Por fim, o tema deve ser discutido à luz técnico-científica para que novas formas de organizar o trabalho sejam desenvolvidas e praticadas, com o intuito de melhorar os padrões de saúde dos trabalhadores, e não o seu inverso. A inclusão de discussões mais amplas quanto às políticas públicas voltadas para a saúde mental e a sua interface com o trabalho poderiam contribuir para a criação de estratégias de ação visando a prevenção do autoextermínio. E o estímulo para que haja um aprofundamento do estudo das causas de morte, com o intuito de melhorar legislações e protocolos de notificação, poderiam subsidiar a sociedade de informações sobre o suicídio relacionado ao trabalho a fim de que seja possível fomentar cada vez mais a ampla proteção aos trabalhadores[8].

Referências:
[1] Naghavi M. Global, regional, and national burden of suicide mortality 1990 to 2016: systematic analysis for the Global Burden of Disease Study 2016. BMJ. 2019; 364 :l94. Disponível em: <https://www.bmj.com/content/bmj/364/bmj.l94.full.pdf>
[2] Institute for Health Metrics and Evaluation (IHME). Global Burden of Disease. Disponível em: <https://vizhub.healthdata.org/gbd-compare/>
[3] Em julgamento histórico, executivos na França respondem por suicídio de 35 funcionários. Disponível em: <https://g1.globo.com/economia/concursos-e-emprego/noticia/2019/07/12/em-julgamento-historico-executivos-na-franca-respondem-por-suicidio-de-35-funcionarios.ghtml>
[4] Foxconn suicides. Disponível em: <https://en.wikipedia.org/wiki/Foxconn_suicides>
[5] Souza PCZ, Souza AMRZ. Suicídio e trabalho: o que fazer?. Cadernos de Saúde Pública. 2010;26(12):2422-2423.

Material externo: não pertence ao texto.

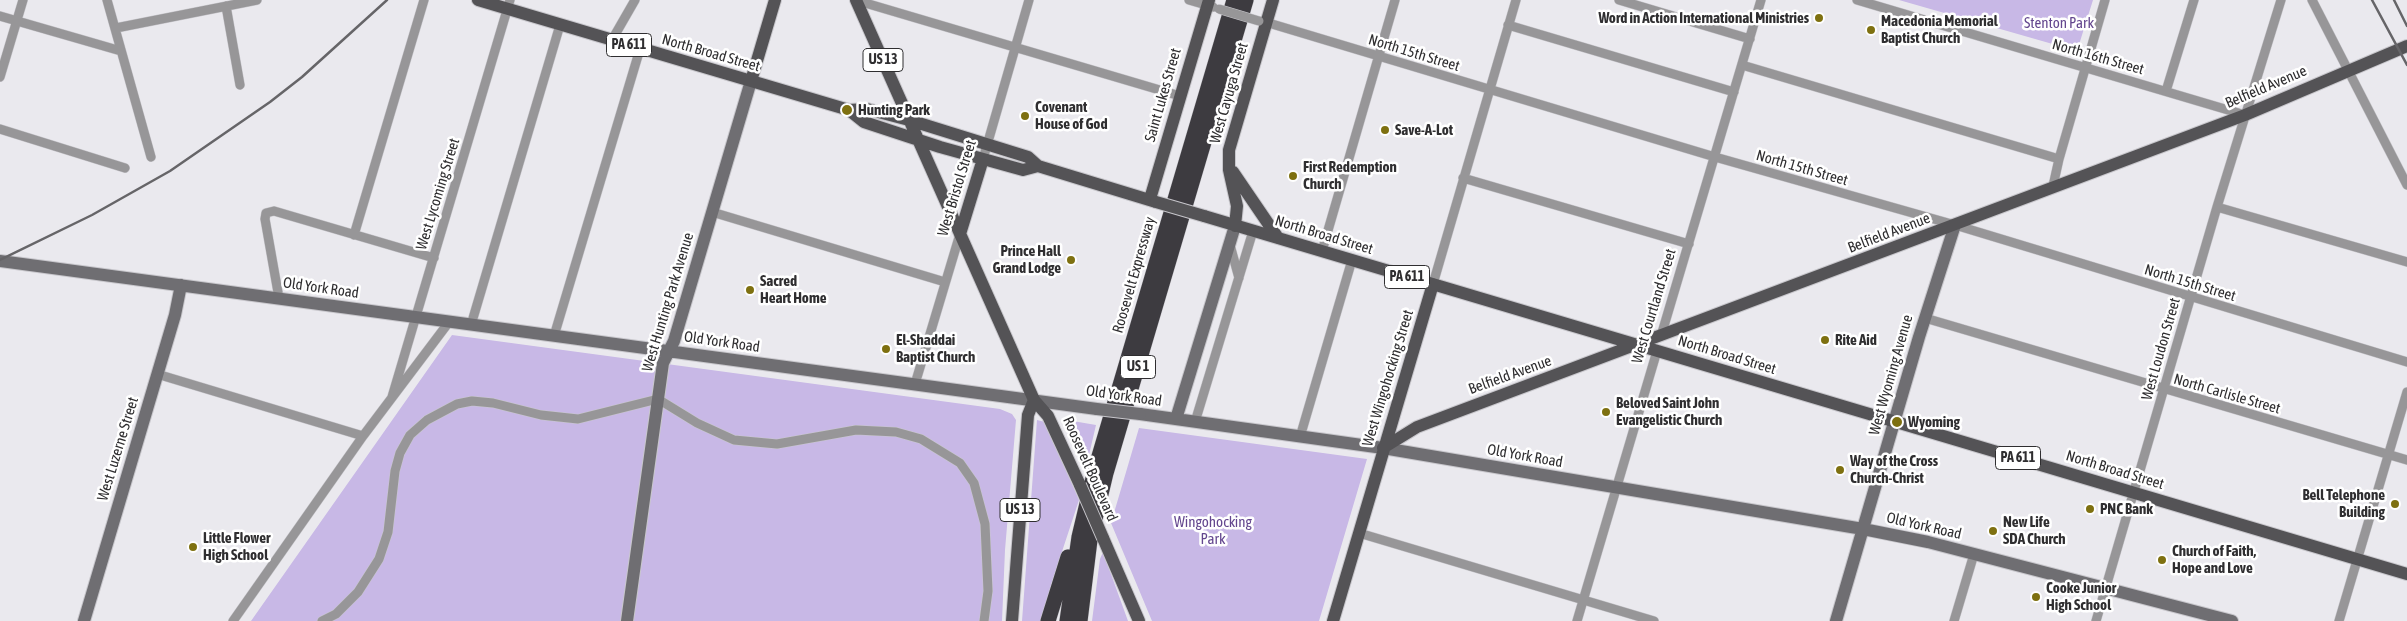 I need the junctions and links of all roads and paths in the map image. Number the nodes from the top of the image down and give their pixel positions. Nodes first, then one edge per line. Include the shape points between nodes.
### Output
1 (23, 0) edge
2 (107, 0) edge
3 (257, 0) edge
4 (424, 0) edge
5 (478, 0) edge
6 (635, 0) edge
7 (775, 0) edge
8 (856, 0) edge
9 (1029, 0) edge
10 (1189, 0) edge
11 (1234, 0) edge
12 (1246, 0) edge
13 (1273, 0) edge
14 (1395, 0) edge
15 (1516, 0) edge
16 (1620, 0) edge
17 (1761, 0) edge
18 (1857, 0) edge
19 (2105, 0) edge
20 (2194, 0) edge
21 (2282, 0) edge
22 (2312, 0) edge
23 (509, 5) edge
24 (1212, 5) edge
25 (226, 6) junction
26 (0, 16) edge
27 (17, 21) junction
28 (1263, 21) junction
29 (560, 25) junction
30 (1508, 25) junction
31 (116, 28) junction
32 (1750, 39) junction
33 (612, 40) junction
34 (2407, 46) edge
35 (1015, 47) junction
36 (640, 49) junction
37 (121, 51) junction
38 (1378, 56) junction
39 (1742, 65) junction
40 (2084, 68) junction
41 (2348, 70) junction
42 (0, 77) edge
43 (751, 81) junction
44 (240, 85) dead end
45 (1489, 90) junction
46 (1734, 92) junction
47 (2166, 92) junction
48 (1180, 96) junction
49 (849, 110) junction
50 (2245, 115) junction
51 (909, 120) junction
52 (0, 129) edge
53 (918, 140) junction
54 (986, 145) junction
55 (151, 157) dead end
56 (1715, 157) junction
57 (983, 159) junction
58 (1228, 159) junction
59 (2059, 159) junction
60 (1038, 166) junction
61 (125, 168) dead end
62 (1463, 178) junction
63 (2407, 185) edge
64 (2053, 186) junction
65 (1153, 200) junction
66 (2217, 207) junction
67 (712, 212) junction
68 (1954, 225) junction
69 (1235, 226) junction
70 (1254, 231) junction
71 (960, 234) junction
72 (354, 235) junction
73 (1278, 238) junction
74 (1230, 244) junction
75 (1689, 244) junction
76 (1322, 251) junction
77 (434, 258) junction
78 (0, 260) edge
79 (1352, 260) junction
80 (2407, 262) edge
81 (1239, 278) junction
82 (945, 282) junction
83 (1433, 284) junction
84 (181, 285) junction
85 (279, 298) junction
86 (2191, 298) junction
87 (416, 317) junction
88 (1925, 318) junction
89 (449, 322) junction
90 (471, 324) junction
91 (554, 336) junction
92 (1661, 336) junction
93 (1637, 345) junction
94 (669, 351) junction
95 (1657, 351) junction
96 (2407, 362) edge
97 (157, 374) junction
98 (915, 384) junction
99 (2164, 389) junction
100 (2407, 392) edge
101 (392, 396) junction
102 (658, 399) junction
103 (1034, 400) junction
104 (1176, 419) junction
105 (1195, 422) junction
106 (1895, 422) junction
107 (363, 436) junction
108 (1300, 437) junction
109 (1383, 448) junction
110 (2388, 455) junction
111 (2407, 460) edge
112 (1616, 488) junction
113 (2134, 492) junction
114 (1086, 504) junction
115 (1863, 529) junction
116 (1359, 532) junction
117 (1974, 554) junction
118 (2358, 559) junction
119 (2407, 574) edge
120 (2106, 587) junction
121 (1583, 600) junction
122 (2200, 617) edge
123 (84, 621) edge
124 (233, 621) edge
125 (322, 621) edge
126 (627, 621) edge
127 (984, 621) edge
128 (1012, 621) edge
129 (1048, 621) edge
130 (1066, 621) edge
131 (1080, 621) edge
132 (1139, 621) edge
133 (1333, 621) edge
134 (1577, 621) edge
135 (1654, 621) edge
136 (1836, 621) edge
137 (1954, 621) edge
138 (2096, 621) edge
139 (2232, 621) edge
140 (2339, 621) edge

1 - 27 street
2 - 31 street
3 - 25 street
4 - 72 street
5 - 23 main road, North Broad Street / PA 611
6 - 33 street
7 - 43 main road, West Hunting Park Avenue
8 - 35 street
8 - 51 main road, US 13
9 - 35 street, West Bristol Street
10 - 24 street, North 15th Street
11 - 114 highway, Roosevelt Expressway / US 1
12 - 131 highway, Roosevelt Expressway / US 1 via 1106,473 1089,548
13 - 28 main road, West Cayuga Street
14 - 38 street
15 - 30 street, West Wingohocking Street
16 - 32 street
17 - 32 street, West Courtland Street
18 - 40 street, North 16th Street
19 - 40 street
20 - 47 street
21 - 50 street, West Loudon Street
22 - 41 street
23 - 29 main road, North Broad Street / PA 611
23 - 77 street, West Lycoming Street
24 - 28 street, North 15th Street, bridge
24 - 48 main road, Saint Lukes Street
25 - 31 street
25 - 44 street
26 - 27 street
27 - 37 street
27 - 42 street
28 - 38 street, North 15th Street
28 - 58 main road, West Cayuga Street
29 - 33 main road, North Broad Street / PA 611
29 - 90 street
30 - 45 street, West Wingohocking Street
30 - 46 street
31 - 37 street
32 - 39 street, West Courtland Street
33 - 36 main road, North Broad Street / PA 611
34 - 41 main road, Belfield Avenue
35 - 48 street
35 - 54 street, West Bristol Street
36 - 43 main road, North Broad Street / PA 611
36 - 91 street
37 - 55 street
38 - 45 street, North 15th Street
38 - 76 street
39 - 46 street, West Courtland Street
39 - 59 street
40 - 47 street, North 16th Street
40 - 59 street
41 - 50 main road, Belfield Avenue
41 - 63 street
43 - 49 main road, North Broad Street / PA 611
43 - 67 street, West Hunting Park Avenue
45 - 56 street, North 15th Street
45 - 62 street, West Wingohocking Street
46 - 56 street, West Courtland Street
47 - 50 street, North 16th Street
48 - 65 main road, Saint Lukes Street
49 - 51 main road, North Broad Street / PA 611 via 867,109
49 - 53 main road, North Broad Street / PA 611 via 864,122
50 - 64 main road, Belfield Avenue
50 - 66 street, West Loudon Street
51 - 53 main road, US 13
51 - 54 main road, North Broad Street / PA 611
52 - 61 street
53 - 57 main road, North Broad Street / PA 611
53 - 71 main road, US 13
54 - 57 street, West Bristol Street
54 - 60 main road, North Broad Street / PA 611 via 1028,157
56 - 68 street, North 15th Street
56 - 75 street, West Courtland Street
57 - 60 main road, North Broad Street / PA 611 via 1023,170
57 - 71 main road, West Bristol Street
58 - 69 main road, West Cayuga Street via 1237,206
58 - 73 main road via 1236,177
59 - 64 street
60 - 65 main road, North Broad Street / PA 611
62 - 75 street
62 - 83 street, West Wingohocking Street
64 - 68 main road, Belfield Avenue
65 - 69 main road, North Broad Street / PA 611, bridge
66 - 80 street
66 - 86 street, West Loudon Street
67 - 82 street
67 - 94 street, West Hunting Park Avenue
68 - 86 street, North 15th Street
68 - 88 street, West Wyoming Avenue
68 - 92 main road, Belfield Avenue
69 - 70 main road, North Broad Street / PA 611
69 - 74 street
70 - 73 main road, North Broad Street / PA 611
70 - 81 street
71 - 82 street, West Bristol Street
71 - 103 main road, US 13
72 - 77 street
72 - 85 street via 274,211 266,213
73 - 76 main road, North Broad Street / PA 611
74 - 81 street
74 - 104 street
75 - 92 street, West Courtland Street
76 - 79 main road, North Broad Street / PA 611
77 - 87 street, West Lycoming Street
78 - 84 street, Old York Road
79 - 83 main road, North Broad Street / PA 611
79 - 108 street
81 - 105 street
82 - 98 street, West Bristol Street
83 - 93 main road, North Broad Street / PA 611
83 - 109 main road, West Wingohocking Street
84 - 85 street, Old York Road
84 - 97 street, West Luzerne Street
85 - 87 street, Old York Road
86 - 96 street, North 15th Street
86 - 99 street, West Loudon Street
87 - 89 street, Old York Road
87 - 101 street, West Lycoming Street
88 - 99 street, North Carlisle Street
88 - 106 street, West Wyoming Avenue
89 - 90 street, Old York Road
89 - 101 street, West Lycoming Street
90 - 91 street, Old York Road
91 - 94 street, Old York Road
92 - 93 main road, Belfield Avenue
92 - 95 street, West Courtland Street
93 - 95 main road, North Broad Street / PA 611
93 - 109 main road, Belfield Avenue via 1417,427
94 - 98 street, Old York Road
94 - 102 street, West Hunting Park Avenue via 663,364
95 - 106 main road, North Broad Street / PA 611
95 - 112 street, West Courtland Street
97 - 107 street
97 - 123 street, West Luzerne Street
98 - 103 street, Old York Road
99 - 110 street, North Carlisle Street
99 - 113 street, West Loudon Street
100 - 110 street
101 - 107 street, West Lycoming Street
102 - 125 street via 578,419 541,416 493,403 472,401 457,404 427,420 410,435 400,453 388,532 379,559 358,592 336,614
102 - 126 street, West Hunting Park Avenue
102 - 127 street via 697,424 734,440 777,444 856,430 896,432 921,440 960,463 974,483 986,524 988,591
103 - 104 street, Old York Road, bridge
103 - 128 main road, US 13 via 1028,415
103 - 132 main road, Roosevelt Boulevard / US 13, bridge via 1048,416
104 - 105 street, Old York Road
105 - 108 street, Old York Road
106 - 113 main road, North Broad Street / PA 611
106 - 115 street, West Wyoming Avenue
107 - 124 street, West Lycoming Street
108 - 109 street, Old York Road
109 - 112 street, Old York Road
109 - 116 main road, West Wingohocking Street
110 - 111 street, North Carlisle Street
110 - 118 street
112 - 115 street, Old York Road
112 - 121 street, West Courtland Street
113 - 118 main road, North Broad Street / PA 611
113 - 120 street, West Loudon Street
114 - 129 highway, US 1
114 - 130 highway, Roosevelt Expressway / US 1
115 - 117 street, Old York Road
115 - 136 street, West Wyoming Avenue
116 - 121 street
116 - 133 main road, West Wingohocking Street
117 - 120 street, Old York Road
117 - 137 street
118 - 119 main road, North Broad Street / PA 611
118 - 140 street
120 - 122 street, Old York Road
120 - 138 street, West Loudon Street
121 - 134 street, West Courtland Street
121 - 135 street
122 - 139 street, Old York Road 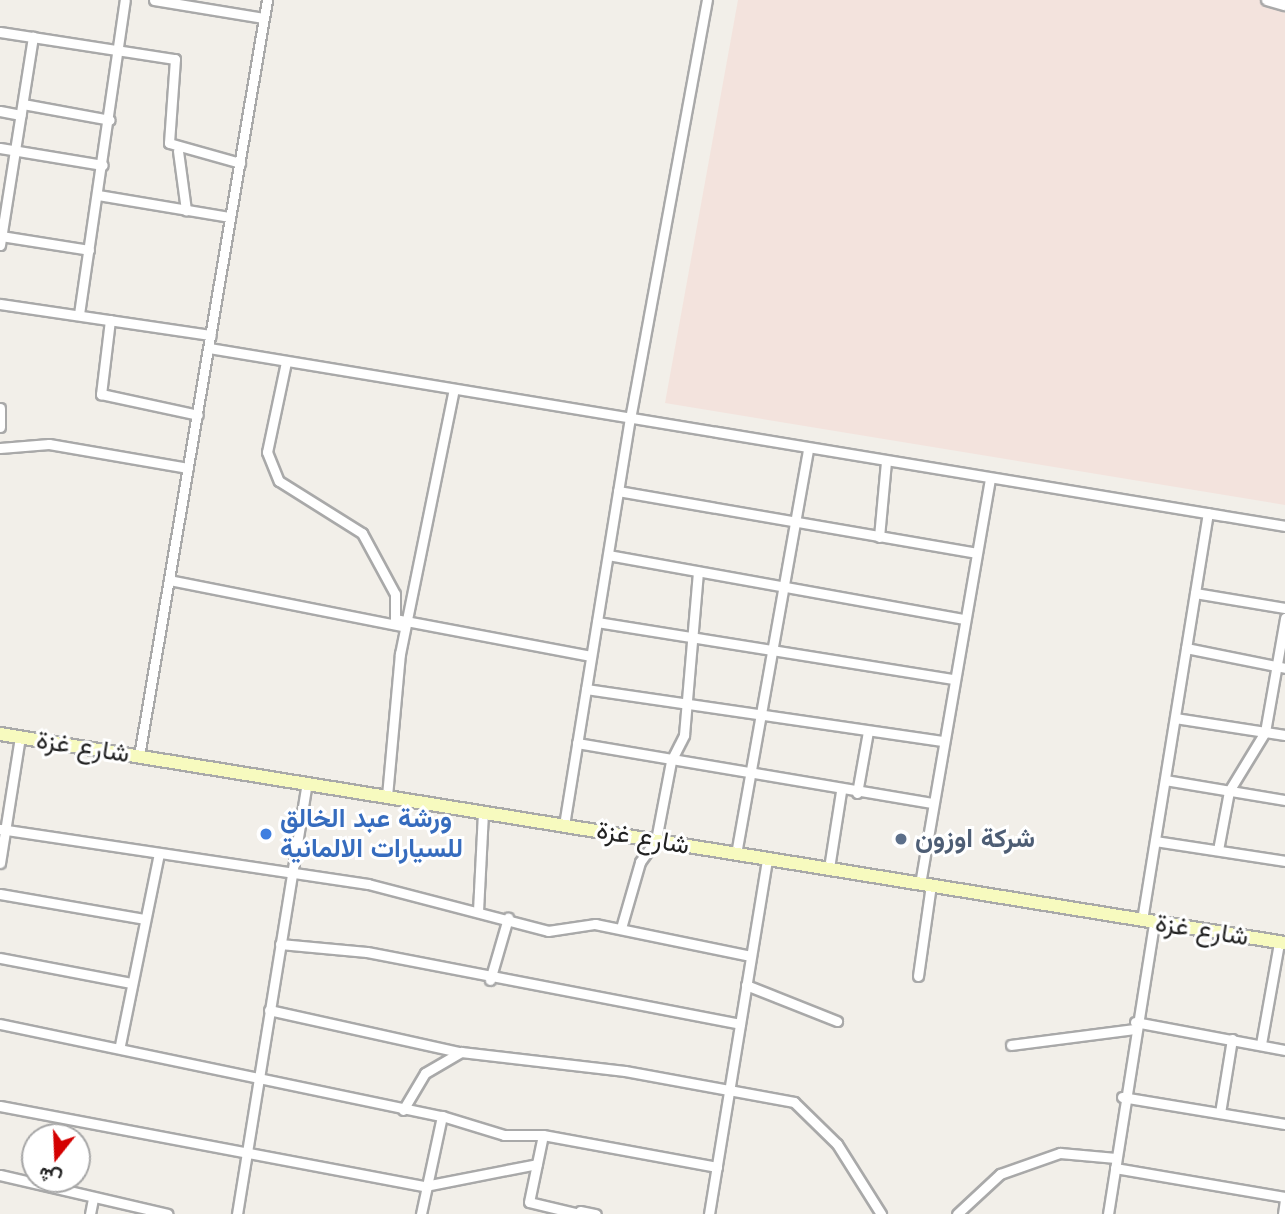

[6] Brasil. Ministério da Saúde. Portaria de Consolidação nº 4, de 28 de setembro de 2017. Consolidação das normas sobre os sistemas e os subsistemas do Sistema Único de Saúde.Disponível em: <http://bvsms.saude.gov.br/bvs/saudelegis/gm/2017/prc0004_03_10_2017.html>
[7] Brasil. Presidência da República. Lei nº 8.213, de 24 de julho de 1991. Dispõe sobre os Planos de Benefícios da Previdência Social e dá outras providências. Disponível em <http://www.planalto.gov.br/ccivil_03/leis/l8213cons.htm>
[8] Cortez PA, Veiga HMS, Gomide APA, Souza MVR. Suicídio no trabalho: um estudo de revisão da literatura brasileira em psicologia. Revista Psicologia Organizações e Trabalho. 2019;19(1):523-531.